Task brief
Collect all lines below with the string "CHÊNES".
╔══
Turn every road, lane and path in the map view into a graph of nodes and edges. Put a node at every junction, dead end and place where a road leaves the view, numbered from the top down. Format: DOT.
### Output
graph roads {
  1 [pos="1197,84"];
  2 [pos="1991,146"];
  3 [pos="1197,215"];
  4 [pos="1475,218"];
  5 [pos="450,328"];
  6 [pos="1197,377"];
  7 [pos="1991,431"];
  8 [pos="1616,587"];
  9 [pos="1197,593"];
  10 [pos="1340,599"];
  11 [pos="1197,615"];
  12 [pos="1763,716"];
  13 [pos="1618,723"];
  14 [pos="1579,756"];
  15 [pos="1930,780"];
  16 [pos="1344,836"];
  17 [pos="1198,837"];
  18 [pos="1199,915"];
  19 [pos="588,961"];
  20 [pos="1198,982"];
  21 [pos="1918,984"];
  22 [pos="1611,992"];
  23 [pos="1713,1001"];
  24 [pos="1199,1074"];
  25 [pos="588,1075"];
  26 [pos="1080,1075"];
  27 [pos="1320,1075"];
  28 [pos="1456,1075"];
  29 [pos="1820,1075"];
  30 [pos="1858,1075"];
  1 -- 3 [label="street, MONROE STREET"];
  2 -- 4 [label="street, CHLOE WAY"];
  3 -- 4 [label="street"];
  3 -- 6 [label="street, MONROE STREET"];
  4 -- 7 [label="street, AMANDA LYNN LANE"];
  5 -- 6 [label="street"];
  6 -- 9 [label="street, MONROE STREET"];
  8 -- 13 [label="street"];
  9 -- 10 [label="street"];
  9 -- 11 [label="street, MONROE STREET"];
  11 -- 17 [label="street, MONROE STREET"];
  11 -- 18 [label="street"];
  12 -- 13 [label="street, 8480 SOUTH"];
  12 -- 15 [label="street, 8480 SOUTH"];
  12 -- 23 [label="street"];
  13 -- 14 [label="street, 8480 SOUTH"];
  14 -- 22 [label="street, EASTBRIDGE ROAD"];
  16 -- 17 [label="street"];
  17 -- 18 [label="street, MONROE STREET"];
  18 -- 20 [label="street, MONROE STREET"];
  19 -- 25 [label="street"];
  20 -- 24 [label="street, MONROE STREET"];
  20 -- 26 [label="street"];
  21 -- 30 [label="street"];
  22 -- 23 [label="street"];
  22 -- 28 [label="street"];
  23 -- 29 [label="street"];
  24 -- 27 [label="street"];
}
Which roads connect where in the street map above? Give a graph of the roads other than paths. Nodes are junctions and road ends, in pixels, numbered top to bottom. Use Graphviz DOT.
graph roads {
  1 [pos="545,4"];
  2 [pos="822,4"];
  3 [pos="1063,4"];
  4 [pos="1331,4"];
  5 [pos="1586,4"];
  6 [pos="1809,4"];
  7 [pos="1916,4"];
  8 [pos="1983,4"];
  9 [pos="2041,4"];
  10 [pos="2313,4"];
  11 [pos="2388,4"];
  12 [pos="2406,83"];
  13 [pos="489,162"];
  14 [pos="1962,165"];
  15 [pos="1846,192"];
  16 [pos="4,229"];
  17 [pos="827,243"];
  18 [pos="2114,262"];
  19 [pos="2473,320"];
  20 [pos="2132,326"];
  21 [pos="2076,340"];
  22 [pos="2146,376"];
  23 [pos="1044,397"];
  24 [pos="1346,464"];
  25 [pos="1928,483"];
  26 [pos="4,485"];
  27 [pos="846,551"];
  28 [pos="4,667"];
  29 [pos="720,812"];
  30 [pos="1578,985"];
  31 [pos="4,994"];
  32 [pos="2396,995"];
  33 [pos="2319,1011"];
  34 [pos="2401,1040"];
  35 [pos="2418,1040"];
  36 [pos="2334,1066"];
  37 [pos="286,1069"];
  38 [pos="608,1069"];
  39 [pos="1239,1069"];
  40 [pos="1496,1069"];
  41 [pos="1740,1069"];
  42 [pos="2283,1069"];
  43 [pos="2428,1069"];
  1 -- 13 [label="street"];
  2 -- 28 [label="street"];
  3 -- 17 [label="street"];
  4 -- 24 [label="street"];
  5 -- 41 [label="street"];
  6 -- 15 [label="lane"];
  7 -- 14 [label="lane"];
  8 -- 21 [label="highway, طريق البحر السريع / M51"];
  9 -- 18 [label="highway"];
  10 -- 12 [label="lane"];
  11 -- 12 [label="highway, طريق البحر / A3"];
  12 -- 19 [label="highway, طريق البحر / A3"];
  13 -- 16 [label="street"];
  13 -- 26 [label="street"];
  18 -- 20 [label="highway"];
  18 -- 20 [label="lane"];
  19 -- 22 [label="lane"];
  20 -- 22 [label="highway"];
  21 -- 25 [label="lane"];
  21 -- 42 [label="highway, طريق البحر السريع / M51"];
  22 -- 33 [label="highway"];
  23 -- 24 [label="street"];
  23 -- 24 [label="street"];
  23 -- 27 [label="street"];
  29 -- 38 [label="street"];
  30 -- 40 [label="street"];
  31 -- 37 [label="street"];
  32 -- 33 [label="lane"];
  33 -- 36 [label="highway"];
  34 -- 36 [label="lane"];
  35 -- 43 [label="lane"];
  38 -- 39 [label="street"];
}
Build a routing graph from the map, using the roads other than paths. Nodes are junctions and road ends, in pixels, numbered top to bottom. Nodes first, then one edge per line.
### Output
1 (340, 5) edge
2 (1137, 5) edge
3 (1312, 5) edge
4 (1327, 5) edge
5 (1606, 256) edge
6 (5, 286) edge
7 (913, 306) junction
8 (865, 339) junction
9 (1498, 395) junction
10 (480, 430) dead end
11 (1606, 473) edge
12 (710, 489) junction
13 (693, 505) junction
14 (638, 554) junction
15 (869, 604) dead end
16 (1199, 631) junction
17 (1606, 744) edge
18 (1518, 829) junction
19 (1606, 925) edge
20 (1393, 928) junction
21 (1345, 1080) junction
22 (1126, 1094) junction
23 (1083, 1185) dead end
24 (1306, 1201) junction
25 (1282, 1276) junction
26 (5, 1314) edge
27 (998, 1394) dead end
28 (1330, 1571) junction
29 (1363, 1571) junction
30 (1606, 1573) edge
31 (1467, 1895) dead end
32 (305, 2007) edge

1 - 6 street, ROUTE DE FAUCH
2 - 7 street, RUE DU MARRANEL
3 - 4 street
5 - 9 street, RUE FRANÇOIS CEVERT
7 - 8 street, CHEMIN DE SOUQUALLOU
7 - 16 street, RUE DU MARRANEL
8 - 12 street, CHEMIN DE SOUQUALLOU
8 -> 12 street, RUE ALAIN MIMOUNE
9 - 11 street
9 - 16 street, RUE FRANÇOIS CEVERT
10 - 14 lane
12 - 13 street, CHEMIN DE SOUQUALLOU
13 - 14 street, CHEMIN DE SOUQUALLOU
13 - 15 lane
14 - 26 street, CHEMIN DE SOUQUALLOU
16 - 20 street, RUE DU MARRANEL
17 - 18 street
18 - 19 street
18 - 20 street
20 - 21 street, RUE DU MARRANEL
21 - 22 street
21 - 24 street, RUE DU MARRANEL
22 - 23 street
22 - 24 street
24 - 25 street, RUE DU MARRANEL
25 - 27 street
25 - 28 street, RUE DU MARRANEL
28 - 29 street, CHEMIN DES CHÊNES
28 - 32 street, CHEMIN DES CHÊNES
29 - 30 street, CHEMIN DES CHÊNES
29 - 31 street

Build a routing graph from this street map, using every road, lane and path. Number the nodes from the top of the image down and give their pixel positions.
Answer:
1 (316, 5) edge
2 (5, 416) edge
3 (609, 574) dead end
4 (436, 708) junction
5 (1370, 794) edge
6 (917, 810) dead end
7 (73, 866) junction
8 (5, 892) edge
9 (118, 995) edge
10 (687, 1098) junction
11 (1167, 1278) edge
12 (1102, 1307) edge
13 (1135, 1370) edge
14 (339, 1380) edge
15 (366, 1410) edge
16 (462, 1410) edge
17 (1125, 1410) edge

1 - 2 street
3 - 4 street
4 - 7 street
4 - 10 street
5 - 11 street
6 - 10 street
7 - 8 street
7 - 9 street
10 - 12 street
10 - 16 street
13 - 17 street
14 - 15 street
╚══
Expected output
28 - 29 street, CHEMIN DES CHÊNES
28 - 32 street, CHEMIN DES CHÊNES
29 - 30 street, CHEMIN DES CHÊNES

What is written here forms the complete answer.